Extracting the time difference between two dates in Pandas using Python can provide valuable insights to enhance your analysis, facilitate data comprehension, and enhance the precision of a machine learning model’s predictions.
Python is exceptionally adept at time series data analysis, effectively handling dates in various formats. Utilizing Pandas, you can add or subtract days from dates, creating new features or enabling more insightful data analyses.
This tutorial will demonstrate how to compute the time difference between two dates in Pandas, delivering the disparity in minutes, seconds, hours, or days. This process is swift and straightforward, making it an excellent entry point for working with data.
Data Load
Data Loading To begin, initiate your Jupyter notebook / Google Colab file and import the Pandas library, then use the Pandas function read_csv() function to import the dataset. Let’s go ahead and import a logistic data set containing a column for a delivery start and end date.
import pandas as pd
df = pd.read_csv('https://raw.githubusercontent.com/ngorovitch/free-datasets/main/Logistics/Truck%20Delivery%20Data.csv', encoding = "ISO-8859-1")
df = df[['trip_start_date', 'trip_end_date']].dropna()
For the purpose of this exercise, let’s go ahead and remove the other columns. We will then use it to showcase the various Pandas’ functionalities when it comes to calculating with dates.
Inspect Data Format
Now, let’s look at the data format by running df.info() to retrieve comprehensive information about the columns and their respective data types within the dataframe. Frequently, datasets of this nature have dates that come in the form of object data types or strings. Before being able to perform any date calculations, we will need to convert those columns to datetime format.
df.info()
<class 'pandas.core.frame.DataFrame'>
Int64Index: 6684 entries, 45 to 6728
Data columns (total 2 columns):
# Column Non-Null Count Dtype
--- ------ -------------- -----
0 trip_start_date 6684 non-null object
1 trip_end_date 6684 non-null object
dtypes: object(2)
memory usage: 156.7+ KB
Transform Dates into Datetime Format
Pandas offer several valuable functions for reshaping date values. In our case, we will use the to_datetime() function to transform the dates into datetime objects. By incorporating the errors=’coerce’ argument, any unconvertible dates will be marked as NaT (or “not a time”).
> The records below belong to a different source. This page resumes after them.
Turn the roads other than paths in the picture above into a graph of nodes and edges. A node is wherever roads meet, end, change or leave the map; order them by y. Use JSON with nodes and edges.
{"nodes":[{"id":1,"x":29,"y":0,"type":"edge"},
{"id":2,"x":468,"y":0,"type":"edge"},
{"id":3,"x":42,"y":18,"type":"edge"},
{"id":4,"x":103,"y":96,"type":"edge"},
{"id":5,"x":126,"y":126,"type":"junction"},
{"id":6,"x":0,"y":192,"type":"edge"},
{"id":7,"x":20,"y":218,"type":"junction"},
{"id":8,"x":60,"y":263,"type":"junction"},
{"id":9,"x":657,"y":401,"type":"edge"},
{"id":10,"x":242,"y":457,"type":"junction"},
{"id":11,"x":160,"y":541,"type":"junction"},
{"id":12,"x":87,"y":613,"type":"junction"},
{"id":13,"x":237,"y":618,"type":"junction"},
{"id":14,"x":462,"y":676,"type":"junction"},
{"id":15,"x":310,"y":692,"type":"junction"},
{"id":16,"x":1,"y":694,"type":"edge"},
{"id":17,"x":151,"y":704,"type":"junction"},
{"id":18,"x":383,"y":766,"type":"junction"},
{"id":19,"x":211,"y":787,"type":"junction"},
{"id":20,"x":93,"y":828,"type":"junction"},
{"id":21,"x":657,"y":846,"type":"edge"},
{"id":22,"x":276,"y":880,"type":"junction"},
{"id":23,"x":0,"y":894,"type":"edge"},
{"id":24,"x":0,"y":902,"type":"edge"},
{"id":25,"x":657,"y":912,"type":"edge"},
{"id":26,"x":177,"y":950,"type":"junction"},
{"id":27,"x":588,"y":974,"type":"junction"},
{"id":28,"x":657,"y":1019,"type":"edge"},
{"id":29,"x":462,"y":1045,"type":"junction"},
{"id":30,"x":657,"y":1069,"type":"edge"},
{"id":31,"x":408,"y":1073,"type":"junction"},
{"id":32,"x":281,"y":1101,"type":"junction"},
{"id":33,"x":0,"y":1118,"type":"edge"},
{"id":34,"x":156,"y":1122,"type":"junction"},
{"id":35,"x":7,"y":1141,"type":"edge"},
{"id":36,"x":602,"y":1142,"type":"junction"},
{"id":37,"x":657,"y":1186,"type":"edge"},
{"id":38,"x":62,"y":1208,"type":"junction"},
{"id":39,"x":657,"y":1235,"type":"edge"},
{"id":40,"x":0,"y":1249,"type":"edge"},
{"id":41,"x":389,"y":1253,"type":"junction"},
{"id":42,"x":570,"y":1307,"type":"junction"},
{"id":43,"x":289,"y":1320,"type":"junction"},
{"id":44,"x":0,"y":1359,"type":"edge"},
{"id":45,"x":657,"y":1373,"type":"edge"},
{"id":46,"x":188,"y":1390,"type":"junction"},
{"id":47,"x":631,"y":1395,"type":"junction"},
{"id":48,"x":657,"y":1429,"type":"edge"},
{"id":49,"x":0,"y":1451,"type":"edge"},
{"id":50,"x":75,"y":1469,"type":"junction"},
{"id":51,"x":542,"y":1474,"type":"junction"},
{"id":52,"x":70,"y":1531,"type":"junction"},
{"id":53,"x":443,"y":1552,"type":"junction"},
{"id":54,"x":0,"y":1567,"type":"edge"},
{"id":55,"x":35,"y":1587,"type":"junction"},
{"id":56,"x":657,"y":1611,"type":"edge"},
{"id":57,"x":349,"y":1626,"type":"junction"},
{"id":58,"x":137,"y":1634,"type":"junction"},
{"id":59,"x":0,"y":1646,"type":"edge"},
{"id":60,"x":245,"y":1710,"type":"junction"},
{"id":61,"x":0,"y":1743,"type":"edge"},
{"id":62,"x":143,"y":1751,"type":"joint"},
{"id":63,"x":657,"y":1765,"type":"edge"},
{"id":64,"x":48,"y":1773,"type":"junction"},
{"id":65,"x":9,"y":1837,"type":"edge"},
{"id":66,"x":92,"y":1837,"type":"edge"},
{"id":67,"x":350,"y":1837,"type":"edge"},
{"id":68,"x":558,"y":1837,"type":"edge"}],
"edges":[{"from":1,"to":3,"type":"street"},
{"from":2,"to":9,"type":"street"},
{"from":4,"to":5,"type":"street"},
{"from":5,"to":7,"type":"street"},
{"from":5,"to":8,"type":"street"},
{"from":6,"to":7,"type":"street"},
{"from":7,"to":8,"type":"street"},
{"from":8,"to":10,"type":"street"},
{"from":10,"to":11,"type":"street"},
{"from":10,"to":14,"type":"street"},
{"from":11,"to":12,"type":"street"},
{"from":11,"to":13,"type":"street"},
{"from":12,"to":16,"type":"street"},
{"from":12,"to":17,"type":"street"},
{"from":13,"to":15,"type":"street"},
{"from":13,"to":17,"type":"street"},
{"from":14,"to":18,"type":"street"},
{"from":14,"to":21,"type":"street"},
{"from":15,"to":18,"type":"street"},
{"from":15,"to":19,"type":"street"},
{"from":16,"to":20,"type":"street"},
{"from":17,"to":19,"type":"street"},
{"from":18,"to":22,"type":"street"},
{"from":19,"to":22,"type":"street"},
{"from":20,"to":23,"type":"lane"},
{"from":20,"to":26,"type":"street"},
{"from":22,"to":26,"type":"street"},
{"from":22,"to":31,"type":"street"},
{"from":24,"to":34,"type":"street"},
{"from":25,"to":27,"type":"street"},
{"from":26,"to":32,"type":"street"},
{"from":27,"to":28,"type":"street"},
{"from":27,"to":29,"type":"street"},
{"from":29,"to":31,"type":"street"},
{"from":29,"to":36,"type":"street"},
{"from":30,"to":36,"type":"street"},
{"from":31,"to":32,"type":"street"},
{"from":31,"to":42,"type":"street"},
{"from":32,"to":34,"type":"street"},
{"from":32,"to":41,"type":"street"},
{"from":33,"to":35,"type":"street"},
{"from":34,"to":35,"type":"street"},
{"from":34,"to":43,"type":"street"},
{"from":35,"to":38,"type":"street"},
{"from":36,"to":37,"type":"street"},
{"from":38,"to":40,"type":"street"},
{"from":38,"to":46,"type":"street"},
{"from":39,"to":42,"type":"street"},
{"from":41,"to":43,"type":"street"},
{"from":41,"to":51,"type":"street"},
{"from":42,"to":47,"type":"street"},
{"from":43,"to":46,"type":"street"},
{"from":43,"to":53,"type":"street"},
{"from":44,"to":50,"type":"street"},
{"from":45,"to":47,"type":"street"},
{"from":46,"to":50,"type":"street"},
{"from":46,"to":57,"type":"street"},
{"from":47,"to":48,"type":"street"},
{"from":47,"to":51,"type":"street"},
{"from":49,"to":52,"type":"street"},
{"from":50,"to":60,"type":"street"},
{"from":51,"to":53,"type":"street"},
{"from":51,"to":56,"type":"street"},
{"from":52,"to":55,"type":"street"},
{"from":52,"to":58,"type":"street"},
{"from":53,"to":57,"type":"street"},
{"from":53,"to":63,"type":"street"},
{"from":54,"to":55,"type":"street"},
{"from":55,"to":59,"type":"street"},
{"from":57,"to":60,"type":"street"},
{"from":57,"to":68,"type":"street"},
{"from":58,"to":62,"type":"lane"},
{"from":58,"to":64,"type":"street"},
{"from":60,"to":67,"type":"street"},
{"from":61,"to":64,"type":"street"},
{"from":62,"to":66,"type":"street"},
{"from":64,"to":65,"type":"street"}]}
Let’s go ahead and apply the to_datetime method to our date columns to perform the conversion.
df['trip_start_date'] = pd.to_datetime(df['trip_start_date'], errors='coerce')
df['trip_end_date'] = pd.to_datetime(df['trip_end_date'], errors='coerce')
Running a quick df.info(), we can see that the column type has changed from object to datetime64. The columns are now ready to be used for calculations.
df.info()
<class 'pandas.core.frame.DataFrame'>
Int64Index: 6684 entries, 45 to 6728
Data columns (total 2 columns):
# Column Non-Null Count Dtype
--- ------ -------------- -----
0 trip_start_date 6684 non-null datetime64[ns]
1 trip_end_date 6684 non-null datetime64[ns]
dtypes: datetime64[ns](2)
memory usage: 156.7 KB
Compute Time Duration Between Two Dates as Timedelta
Python, in conjunction with Pandas, offers various methods to compute time intervals between two dates. The initial approach involves subtracting one date from the other, which yields a timedelta result, for instance, 0 days 05:00:00. This timedelta indicates the precise count of days, hours, minutes, and seconds separating the two dates. While this method is convenient for basic temporal representations, you might require a more detailed breakdown of days, hours, minutes, and seconds for a more intricate analysis.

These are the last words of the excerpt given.